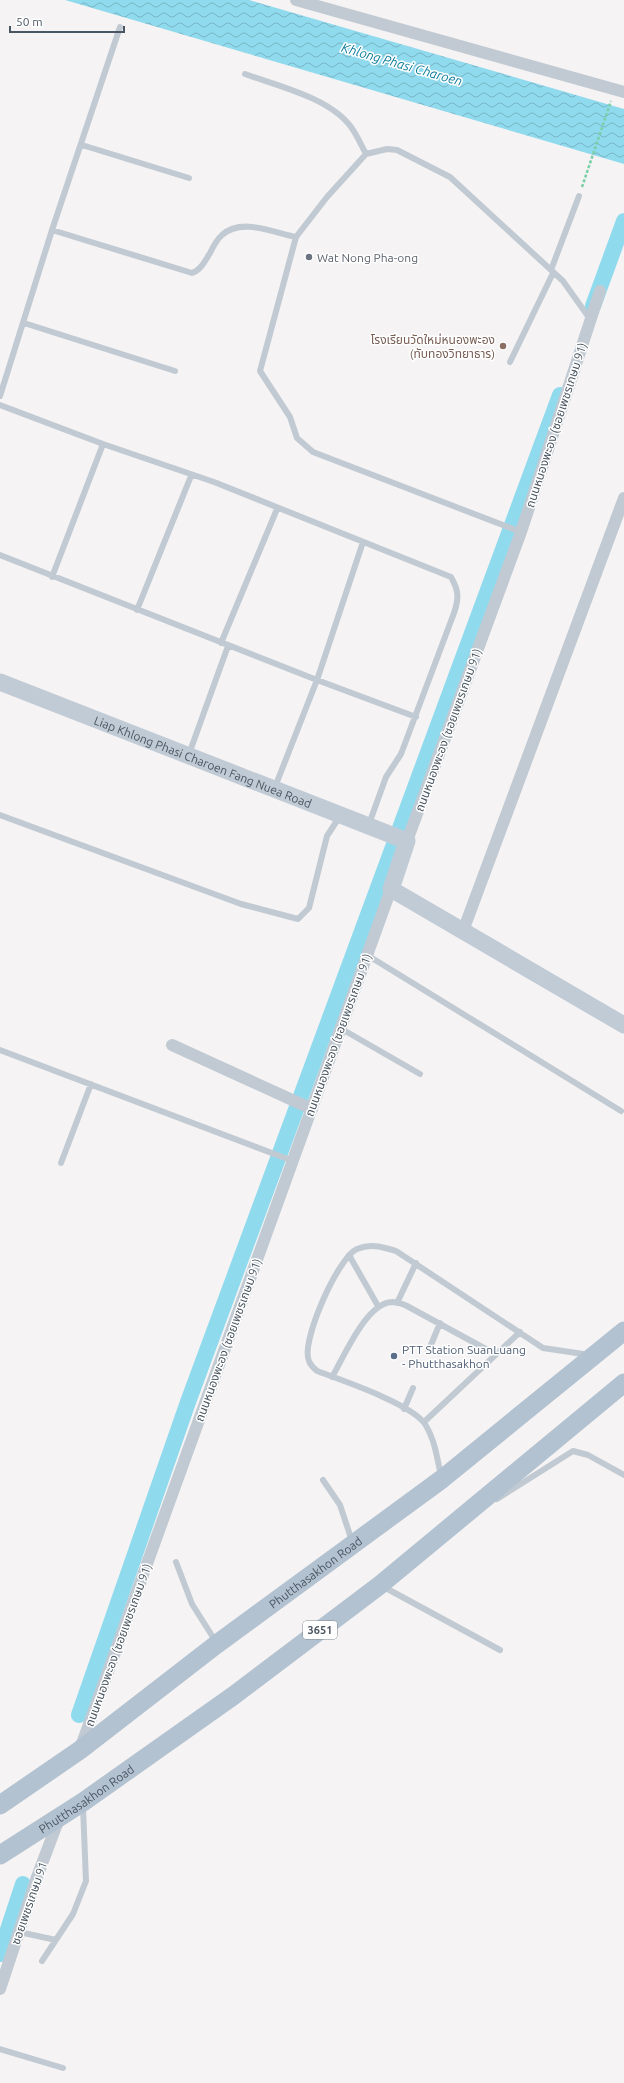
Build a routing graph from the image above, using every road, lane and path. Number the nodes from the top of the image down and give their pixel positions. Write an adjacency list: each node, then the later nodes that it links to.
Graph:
1 (296, 0): 4 (street)
2 (120, 27): 6 (lane)
3 (245, 74): 7 (lane)
4 (624, 92)
5 (612, 99): 9 (path)
6 (82, 145): 8 (lane); 10 (lane)
7 (366, 154): 11 (lane); 12 (lane)
8 (189, 178)
9 (579, 196): 12 (lane)
10 (52, 230): 11 (lane); 15 (lane)
11 (296, 237): 24 (lane)
12 (552, 271): 14 (lane); 16 (lane)
13 (600, 291): 14 (street, ถนนหนองพะอง (ซอยเพชรเกษม 91))
14 (590, 319): 24 (street, ถนนหนองพะอง (ซอยเพชรเกษม 91))
15 (24, 323): 17 (lane); 18 (lane)
16 (510, 362)
17 (175, 371)
18 (0, 396)
19 (0, 405): 20 (lane)
20 (103, 444): 21 (lane); 27 (lane)
21 (191, 476): 23 (lane); 28 (lane)
22 (624, 498): 41 (street)
23 (277, 509): 25 (lane); 29 (lane)
24 (521, 532): 39 (street, ถนนหนองพะอง (ซอยเพชรเกษม 91))
25 (363, 542): 31 (lane); 33 (lane)
26 (0, 555): 27 (lane)
27 (52, 577): 28 (lane)
28 (137, 610): 29 (lane)
29 (221, 643): 30 (lane)
30 (228, 646): 31 (lane); 34 (lane)
31 (317, 680): 33 (lane); 35 (lane)
32 (0, 682): 34 (main road, Liap Khlong Phasi Charoen Fang Nuea Road)
33 (416, 716): 38 (lane)
34 (188, 755): 35 (main road, Liap Khlong Phasi Charoen Fang Nuea Road)
35 (274, 789): 37 (main road, Liap Khlong Phasi Charoen Fang Nuea Road)
36 (0, 815): 37 (lane)
37 (342, 815): 38 (main road, Liap Khlong Phasi Charoen Fang Nuea Road)
38 (369, 826): 39 (main road, Liap Khlong Phasi Charoen Fang Nuea Road)
39 (407, 841): 40 (main road, ถนนหนองพะอง (ซอยเพชรเกษม 91))
40 (391, 889): 41 (main road); 42 (street, ถนนหนองพะอง (ซอยเพชรเกษม 91))
41 (463, 931): 43 (main road)
42 (367, 955): 44 (street, ถนนหนองพะอง (ซอยเพชรเกษม 91)); 50 (lane)
43 (624, 1025)
44 (340, 1028): 47 (lane); 49 (street, ถนนหนองพะอง (ซอยเพชรเกษม 91))
45 (172, 1045): 49 (street)
46 (0, 1050): 48 (lane)
47 (420, 1074)
48 (91, 1084): 51 (lane); 52 (lane)
49 (312, 1109): 51 (street, ถนนหนองพะอง (ซอยเพชรเกษม 91))
50 (621, 1111)
51 (293, 1161): 77 (street, ถนนหนองพะอง (ซอยเพชรเกษม 91))
52 (61, 1163)
53 (350, 1255): 54 (lane); 56 (lane); 63 (lane)
54 (416, 1263): 55 (lane); 59 (lane)
55 (397, 1303): 56 (lane); 57 (lane)
56 (378, 1306): 63 (lane)
57 (440, 1323): 60 (lane); 61 (lane)
58 (624, 1331): 62 (main road, Phutthasakhon Road)
59 (520, 1332): 61 (lane); 62 (lane)
60 (428, 1352)
61 (495, 1354): 67 (lane)
62 (595, 1356): 69 (main road, Phutthasakhon Road)
63 (332, 1377): 66 (lane)
64 (624, 1383): 71 (main road, Phutthasakhon Road / 3651)
65 (413, 1388): 66 (lane)
66 (404, 1409): 67 (lane)
67 (424, 1422): 69 (lane)
68 (624, 1475): 71 (lane)
69 (442, 1479): 72 (main road, Phutthasakhon Road)
70 (323, 1480): 72 (lane)
71 (431, 1542): 74 (main road, Phutthasakhon Road / 3651)
72 (353, 1545): 75 (main road, Phutthasakhon Road)
73 (176, 1562): 75 (lane)
74 (380, 1585): 76 (lane); 78 (main road, Phutthasakhon Road / 3651)
75 (217, 1644): 77 (main road, Phutthasakhon Road)
76 (500, 1650)
77 (80, 1750): 79 (main road, Phutthasakhon Road)
78 (83, 1802): 80 (main road, Phutthasakhon Road / 3651); 83 (lane)
79 (0, 1805)
80 (60, 1816): 81 (main road, Phutthasakhon Road / 3651); 82 (street, ซอยเพชรเกษม 91)
81 (0, 1856)
82 (20, 1932): 83 (lane); 85 (street, ซอยเพชรเกษม 91)
83 (56, 1940): 84 (lane)
84 (42, 1961)
85 (0, 1989)
86 (0, 2049): 87 (lane)
87 (63, 2068)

▸ **What needs to be done**
Show each line of the listing that holds the string "Khlong".

▸ **Response area**
32 (0, 682): 34 (main road, Liap Khlong Phasi Charoen Fang Nuea Road)
34 (188, 755): 35 (main road, Liap Khlong Phasi Charoen Fang Nuea Road)
35 (274, 789): 37 (main road, Liap Khlong Phasi Charoen Fang Nuea Road)
37 (342, 815): 38 (main road, Liap Khlong Phasi Charoen Fang Nuea Road)
38 (369, 826): 39 (main road, Liap Khlong Phasi Charoen Fang Nuea Road)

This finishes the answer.